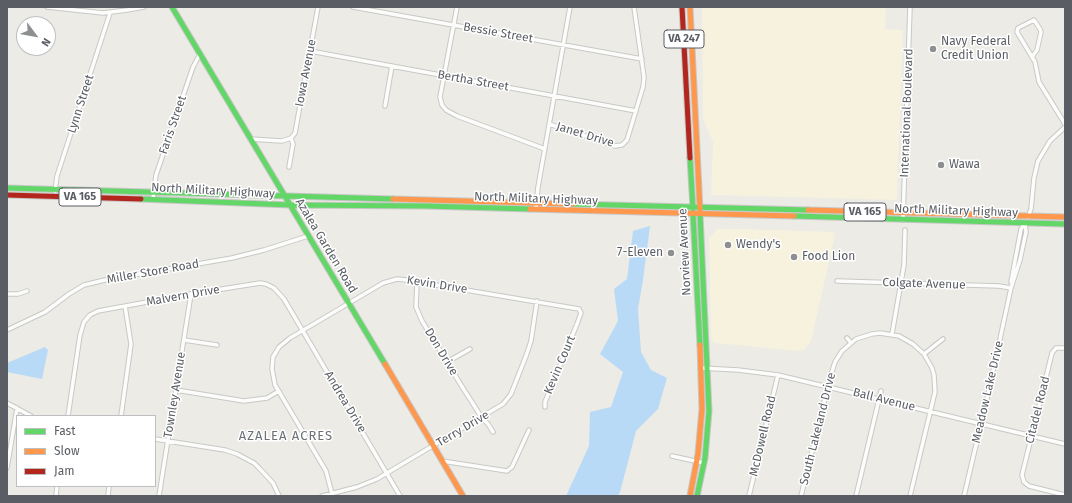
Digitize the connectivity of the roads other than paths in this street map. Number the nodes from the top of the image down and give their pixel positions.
1 (47, 7) edge
2 (144, 7) edge
3 (172, 7) edge
4 (317, 7) edge
5 (353, 7) edge
6 (457, 7) edge
7 (570, 7) edge
8 (634, 7) edge
9 (682, 7) edge
10 (690, 7) edge
11 (910, 7) edge
12 (110, 12) junction
13 (454, 25) junction
14 (564, 45) junction
15 (310, 51) junction
16 (200, 54) junction
17 (1032, 57) junction
18 (642, 59) junction
19 (392, 66) junction
20 (444, 76) junction
21 (555, 96) junction
22 (385, 106) dead end
23 (636, 110) junction
24 (549, 124) junction
25 (1065, 124) edge
26 (1065, 128) edge
27 (291, 138) junction
28 (250, 139) junction
29 (545, 149) junction
30 (290, 167) dead end
31 (7, 188) edge
32 (55, 189) junction
33 (153, 192) junction
34 (7, 195) edge
35 (284, 195) junction
36 (55, 196) junction
37 (153, 198) junction
38 (536, 202) junction
39 (290, 205) junction
40 (692, 207) junction
41 (700, 207) junction
42 (536, 209) junction
43 (904, 213) junction
44 (693, 214) junction
45 (700, 214) junction
46 (1029, 216) junction
47 (1065, 217) edge
48 (903, 220) junction
49 (1025, 223) junction
50 (1065, 224) edge
51 (905, 230) dead end
52 (308, 236) junction
53 (837, 281) dead end
54 (417, 282) junction
55 (901, 284) junction
56 (1011, 288) junction
57 (27, 291) dead end
58 (7, 294) edge
59 (191, 294) junction
60 (538, 301) junction
61 (348, 302) junction
62 (125, 306) junction
63 (289, 308) joint
64 (577, 324) joint
65 (7, 330) edge
66 (302, 330) junction
67 (892, 334) junction
68 (847, 338) dead end
69 (943, 339) dead end
70 (184, 340) junction
71 (851, 343) junction
72 (217, 345) dead end
73 (1065, 348) edge
74 (470, 349) dead end
75 (924, 354) junction
76 (447, 362) junction
77 (701, 368) junction
78 (708, 368) junction
79 (778, 375) junction
80 (828, 387) junction
81 (176, 390) junction
82 (279, 391) junction
83 (881, 391) dead end
84 (879, 399) junction
85 (7, 403) edge
86 (545, 407) dead end
87 (17, 408) junction
88 (931, 412) junction
89 (29, 415) edge
90 (68, 415) edge
91 (120, 415) edge
92 (482, 418) junction
93 (981, 424) junction
94 (529, 430) dead end
95 (493, 432) dead end
96 (1031, 436) junction
97 (156, 439) edge
98 (168, 441) junction
99 (1065, 444) edge
100 (434, 446) junction
101 (672, 456) dead end
102 (442, 461) junction
103 (697, 461) junction
104 (704, 463) junction
105 (7, 468) edge
106 (387, 474) junction
107 (332, 494) junction
108 (1065, 495) edge
109 (159, 496) edge
110 (279, 496) edge
111 (322, 496) edge
112 (400, 496) edge
113 (463, 496) edge
114 (690, 496) edge
115 (697, 496) edge
116 (749, 496) edge
117 (801, 496) edge
118 (856, 496) edge
119 (910, 496) edge
120 (964, 496) edge

1 - 12 street
2 - 12 street
3 - 16 main road, Azalea Garden Road
4 - 15 street, Iowa Avenue
5 - 13 street, Bessie Street
6 - 13 street
7 - 14 street
8 - 18 street, Janet Drive
9 - 40 main road, Norview Avenue / VA 247
10 - 41 main road, Norview Avenue / VA 247
11 - 43 street, International Boulevard
12 - 32 street, Lynn Street
13 - 14 street, Bessie Street
13 - 20 street
14 - 18 street, Bessie Street
14 - 21 street
15 - 19 street, Bertha Street
15 - 27 street, Iowa Avenue
16 - 28 main road, Azalea Garden Road
16 - 33 street, Faris Street
17 - 17 street
17 - 25 street
18 - 23 street, Janet Drive
19 - 20 street, Bertha Street
19 - 22 street
20 - 21 street, Bertha Street
20 - 29 street
21 - 23 street, Bertha Street
21 - 24 street
23 - 24 street, Janet Drive
24 - 29 street
26 - 46 street
27 - 28 street
27 - 30 street, Iowa Avenue
28 - 35 main road, Azalea Garden Road
29 - 38 street
31 - 32 main road, North Military Highway / VA 165
32 - 33 main road, North Military Highway / VA 165
32 - 36 street, Lynn Street
33 - 35 main road, North Military Highway / VA 165
33 - 37 street, Faris Street
34 - 36 main road, North Military Highway / VA 165
35 - 38 main road, North Military Highway / VA 165
35 - 39 main road, Azalea Garden Road
36 - 37 main road, North Military Highway / VA 165
37 - 39 main road, North Military Highway / VA 165
38 - 40 main road, North Military Highway / VA 165
38 - 42 street
39 - 42 main road, North Military Highway / VA 165
39 - 52 main road, Azalea Garden Road
40 - 41 main road, North Military Highway / VA 165
40 - 44 main road, Norview Avenue / VA 247
41 - 43 main road, North Military Highway / VA 165
41 - 45 main road, Norview Avenue / VA 247
42 - 44 main road, North Military Highway / VA 165
43 - 46 main road, North Military Highway / VA 165
43 - 48 street, International Boulevard
44 - 45 main road, North Military Highway / VA 165
44 - 77 main road, Norview Avenue
45 - 48 main road, North Military Highway / VA 165
45 - 78 main road, Norview Avenue
46 - 47 main road, North Military Highway / VA 165
46 - 49 street
48 - 49 main road, North Military Highway / VA 165
49 - 50 main road, North Military Highway / VA 165
49 - 56 street, Meadow Lake Drive
51 - 55 street
52 - 61 main road, Azalea Garden Road
52 - 65 street, Miller Store Road
53 - 55 street, Colgate Avenue
54 - 60 street, Kevin Drive
54 - 61 street, Kevin Drive
54 - 76 street, Don Drive
55 - 56 street, Colgate Avenue
55 - 67 street
56 - 93 street, Meadow Lake Drive
57 - 58 street
59 - 62 street, Malvern Drive
59 - 63 street, Malvern Drive
59 - 70 street, Townley Avenue
60 - 64 street, Kevin Drive
60 - 92 street, Terry Drive
61 - 66 street, Kevin Drive
61 - 100 main road, Azalea Garden Road
62 - 90 street, Malvern Drive
62 - 91 street
63 - 66 street, Andrea Drive
64 - 86 street, Kevin Court
66 - 82 street, Kevin Drive
66 - 106 street, Andrea Drive
67 - 71 street, South Lakeland Drive
67 - 75 street
68 - 71 street
69 - 75 street
70 - 72 street
70 - 81 street, Townley Avenue
71 - 80 street, South Lakeland Drive
73 - 96 street, Citadel Road
74 - 76 street
75 - 88 street
76 - 92 street, Don Drive
77 - 78 street, Ball Avenue
77 - 103 main road, Norview Avenue
78 - 79 street, Ball Avenue
78 - 104 main road, Norview Avenue
79 - 80 street, Ball Avenue
79 - 116 street, McDowell Road
80 - 84 street, Ball Avenue
80 - 117 street, South Lakeland Drive
81 - 82 street
81 - 98 street, Townley Avenue
82 - 107 street
83 - 84 street
84 - 88 street, Ball Avenue
84 - 118 street
85 - 87 street
87 - 89 street
87 - 105 street
88 - 93 street, Ball Avenue
88 - 119 street
92 - 95 street, Don Drive
92 - 100 street, Terry Drive
93 - 96 street, Ball Avenue
93 - 120 street, Meadow Lake Drive
94 - 102 street
96 - 99 street, Ball Avenue
96 - 108 street, Citadel Road
97 - 98 street
98 - 109 street, Townley Avenue
98 - 110 street
100 - 102 main road, Azalea Garden Road
100 - 106 street, Terry Drive
101 - 103 street
102 - 113 main road, Azalea Garden Road
103 - 104 street
103 - 114 main road, Norview Avenue
104 - 115 main road, Norview Avenue
106 - 107 street, Terry Drive
106 - 112 street, Andrea Drive
107 - 111 street, Terry Drive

** Assignment **
Across the entries above, find the lines with the string "International" and copy them.

** Answer to this task **
11 - 43 street, International Boulevard
43 - 48 street, International Boulevard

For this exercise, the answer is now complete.